Just offset the "future" by a decade or so, and you could have cool uniforms and VFX (by the standards of the contemporary audience) in place of the original campy ones (by those same standards) - just as happened with TMP vs. TOS, or ST2 vs. TMP.

Timo Saloniemi
 
80 views on this question and only 1 reply. I would've thought that a question like this would have generated more of a converstion than this. Is there anything in the wording or the way I've asked it that cuases it to be ignored as such or is it just that uninteresting to be discussed.

Please help me here so that I can avoid making topics like this again or at least put them down in such a way top make them interesting.
 
I agree with Timo. I think it's important to note that Star Trek didn't really *have* such a sense of historical sweep until The Next Generation. In other words, TOS was simply "the future" (with some time depth suggested by "The Menagerie"). So the very idea of there being such fundamentally different eras in the Trek universe was mostly an artifact of Roddenberry's decision to set his new TV series 100 years after the first.
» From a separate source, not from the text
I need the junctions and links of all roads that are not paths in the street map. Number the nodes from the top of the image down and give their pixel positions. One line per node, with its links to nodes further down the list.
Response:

Also, of course, the reason TOS folks kept visiting the 20th century (even in TVH) was because it was so much cheaper than visiting the future, or the more-distant past. :)
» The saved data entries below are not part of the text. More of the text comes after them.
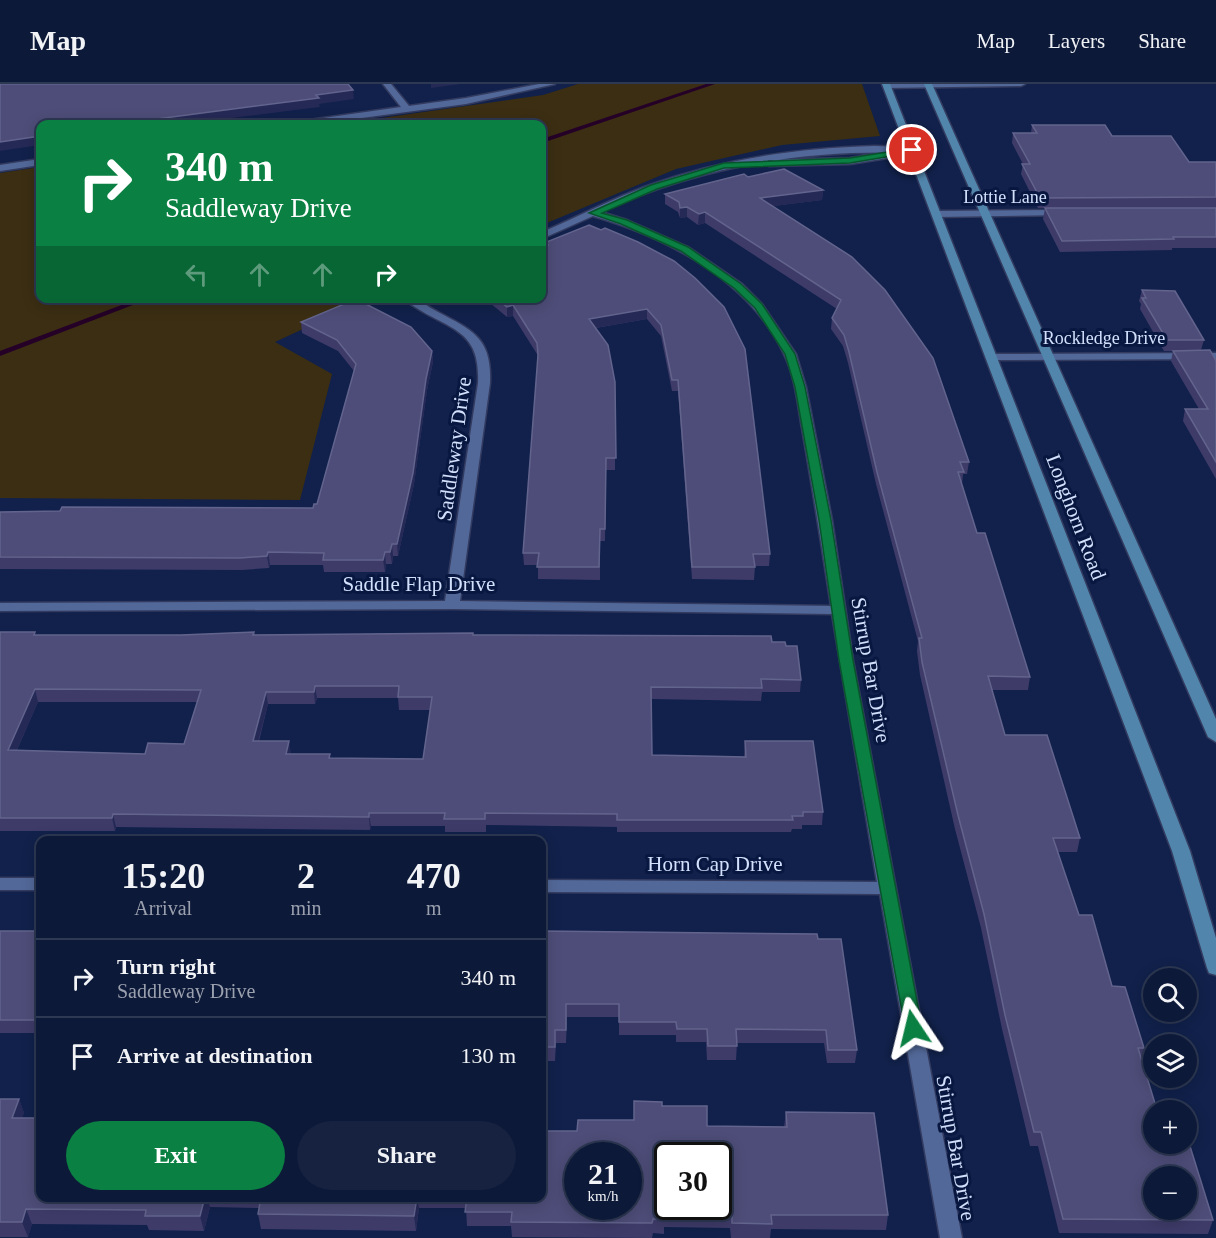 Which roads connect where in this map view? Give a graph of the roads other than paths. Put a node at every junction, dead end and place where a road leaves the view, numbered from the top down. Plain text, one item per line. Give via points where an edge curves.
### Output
1 (387, 84) edge
2 (551, 84) edge
3 (1022, 84) edge
4 (886, 85) edge
5 (929, 85) edge
6 (407, 109) junction
7 (330, 120) edge
8 (912, 150) junction
9 (36, 163) edge
10 (0, 168) edge
11 (594, 213) junction
12 (985, 213) junction
13 (1077, 213) edge
14 (937, 214) junction
15 (546, 233) edge
16 (415, 303) edge
17 (1216, 356) edge
18 (992, 357) junction
19 (1048, 357) junction
20 (452, 605) junction
21 (0, 607) edge
22 (839, 610) junction
23 (1216, 737) edge
24 (0, 884) edge
25 (36, 884) edge
26 (546, 886) edge
27 (889, 888) junction
28 (1216, 969) edge
29 (951, 1238) edge

1 - 6 street
2 - 6 street
3 - 5 street
4 - 5 street
4 - 8 main road, Longhorn Road
5 - 12 main road, Longhorn Road
6 - 7 street
8 - 11 street via 850,161 724,166 654,187
8 - 14 main road, Longhorn Road
9 - 10 street
11 - 15 street
11 - 22 street, Stirrup Bar Drive via 684,249 738,286 758,306 790,354 800,387
12 - 13 street, Lottie Lane
12 - 14 street, Lottie Lane
12 - 19 main road, Longhorn Road
14 - 18 main road, Longhorn Road
16 - 20 street, Saddleway Drive via 463,330 484,360
17 - 19 street, Rockledge Drive
18 - 19 street, Rockledge Drive
18 - 28 main road, Longhorn Road via 1181,852
19 - 23 main road, Longhorn Road
20 - 21 street, Saddle Flap Drive
20 - 22 street, Saddle Flap Drive
22 - 27 street, Stirrup Bar Drive
24 - 25 street
26 - 27 street, Horn Cap Drive
27 - 29 street, Stirrup Bar Drive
But still, it's an interesting question. It would be interesting to see how whatever ideas a hypothetical TOS visit to the 24th century would have been integrated into TNG.
 
Timo said:

Yet if TOS had done an episode about, say, the children of Kirk, this would be so iconic to Star Trek that any "future spinoff" (in both senses of the expression) would have to acknowledge the foray into the 24th century.
I disagree. The producers might, but by no means would they "have to". GR himself felt no obligation to the details of the original show when it came to crafting TNG, starting with the revised Third World War introduced in "Encounter at Farpoint", the economics of the future, etc. The broad strokes were acknowledged to be certain, but if it served their story or aesthetic purposes (Romulan ridges), the old went right out. That's been the case throughout modern Trek, even revising itself over time.
 
I feel rather certain of one thing -- if the makers of TOS had tackled an episode set in their Trek's future, it wouldn't have been beholden to what they had done. No slavish attachment to details of 23rd century technology, "progressed" to some stylized form. That stuff hadn't become "iconic" yet. I think they would acknowledge the possibility that their future might be as unrecognizable to them as our technology would be to someone from the 19th century.
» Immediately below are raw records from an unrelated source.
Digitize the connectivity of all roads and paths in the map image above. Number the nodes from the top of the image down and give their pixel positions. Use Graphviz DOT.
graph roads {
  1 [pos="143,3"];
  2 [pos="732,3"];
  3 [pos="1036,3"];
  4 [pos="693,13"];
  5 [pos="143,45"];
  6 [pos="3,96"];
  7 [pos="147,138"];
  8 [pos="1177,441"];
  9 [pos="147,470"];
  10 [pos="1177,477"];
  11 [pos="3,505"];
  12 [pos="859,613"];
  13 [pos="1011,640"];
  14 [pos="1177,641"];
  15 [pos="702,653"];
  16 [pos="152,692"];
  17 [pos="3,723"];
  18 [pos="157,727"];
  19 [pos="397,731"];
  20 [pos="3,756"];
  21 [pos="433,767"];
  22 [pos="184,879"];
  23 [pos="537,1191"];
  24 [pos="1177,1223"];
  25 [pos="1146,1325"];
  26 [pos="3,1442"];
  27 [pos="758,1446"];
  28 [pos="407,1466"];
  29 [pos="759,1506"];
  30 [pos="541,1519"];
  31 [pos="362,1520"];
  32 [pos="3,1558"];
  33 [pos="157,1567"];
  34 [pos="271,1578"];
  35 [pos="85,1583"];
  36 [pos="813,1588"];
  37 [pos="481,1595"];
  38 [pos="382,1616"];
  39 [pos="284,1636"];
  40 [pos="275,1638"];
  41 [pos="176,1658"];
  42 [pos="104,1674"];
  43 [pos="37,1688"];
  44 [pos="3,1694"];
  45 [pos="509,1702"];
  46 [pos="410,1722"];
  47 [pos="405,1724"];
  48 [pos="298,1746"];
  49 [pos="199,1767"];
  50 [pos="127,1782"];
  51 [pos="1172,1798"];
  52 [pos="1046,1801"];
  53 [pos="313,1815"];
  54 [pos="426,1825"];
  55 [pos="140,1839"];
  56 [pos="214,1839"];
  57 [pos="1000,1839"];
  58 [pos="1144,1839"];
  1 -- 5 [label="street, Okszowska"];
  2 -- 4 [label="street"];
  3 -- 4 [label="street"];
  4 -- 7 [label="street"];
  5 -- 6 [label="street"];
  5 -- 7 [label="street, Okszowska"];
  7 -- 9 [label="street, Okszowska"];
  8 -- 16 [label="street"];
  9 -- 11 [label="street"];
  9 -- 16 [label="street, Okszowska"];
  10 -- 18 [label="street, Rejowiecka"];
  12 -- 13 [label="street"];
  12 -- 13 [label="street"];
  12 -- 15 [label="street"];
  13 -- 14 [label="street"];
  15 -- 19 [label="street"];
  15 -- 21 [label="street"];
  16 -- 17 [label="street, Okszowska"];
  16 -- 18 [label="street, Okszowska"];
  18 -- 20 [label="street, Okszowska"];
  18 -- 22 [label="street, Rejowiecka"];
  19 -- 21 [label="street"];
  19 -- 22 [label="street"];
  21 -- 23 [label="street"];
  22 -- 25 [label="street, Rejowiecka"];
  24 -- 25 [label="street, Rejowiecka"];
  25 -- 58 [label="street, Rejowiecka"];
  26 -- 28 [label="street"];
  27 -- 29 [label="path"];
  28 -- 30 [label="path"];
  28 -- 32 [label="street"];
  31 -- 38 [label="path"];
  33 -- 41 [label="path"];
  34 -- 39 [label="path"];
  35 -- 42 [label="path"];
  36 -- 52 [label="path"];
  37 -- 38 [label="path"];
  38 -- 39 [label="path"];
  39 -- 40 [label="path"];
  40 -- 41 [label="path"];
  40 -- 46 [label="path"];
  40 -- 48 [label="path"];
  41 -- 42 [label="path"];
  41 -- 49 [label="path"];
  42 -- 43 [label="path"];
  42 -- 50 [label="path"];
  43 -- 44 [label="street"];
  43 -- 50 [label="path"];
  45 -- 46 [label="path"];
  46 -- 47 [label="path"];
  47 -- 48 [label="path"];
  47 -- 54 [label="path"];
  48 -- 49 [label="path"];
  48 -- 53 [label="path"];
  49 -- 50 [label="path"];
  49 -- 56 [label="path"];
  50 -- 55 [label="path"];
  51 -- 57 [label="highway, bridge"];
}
There is a clue to this -- when choosing a suitable predecessor to the original Enterprise, Roddenberry selected Jefferies' "ringship" design. Oblivious to the change in form? Or wanting to show something as dramatic as the technological evolution from this to this?
 
Oh, I agree. They would have made it as different from the show's regular look as $180,000 would allow. Lot's of borrowed props. I wonder if they could have gotten that big sphere from the C-57D's control center?

One reason I think they may have never gone this route, aside from the fact ST wasn't a time travel show, is that GR wasn't interested in telling stories about what humanity might become, but rather about the process, the struggle of becoming, growing as a species. That's a big distinction between ST and TNG, VOY, and to a lesser degree, DS9. Not grasping that was a major mis-step on the ENT producers' part, hand-waving past the process in a single line by Trip at the dinner table.
 
I would've liked to have seen a future-of-the-series episode on The Original Series, because I think they would have managed to come up with a far-future look that would be really strange and somehow compelling too. Plus it would have done all sorts of fun havoc on the sequel shows, which would be great to watch.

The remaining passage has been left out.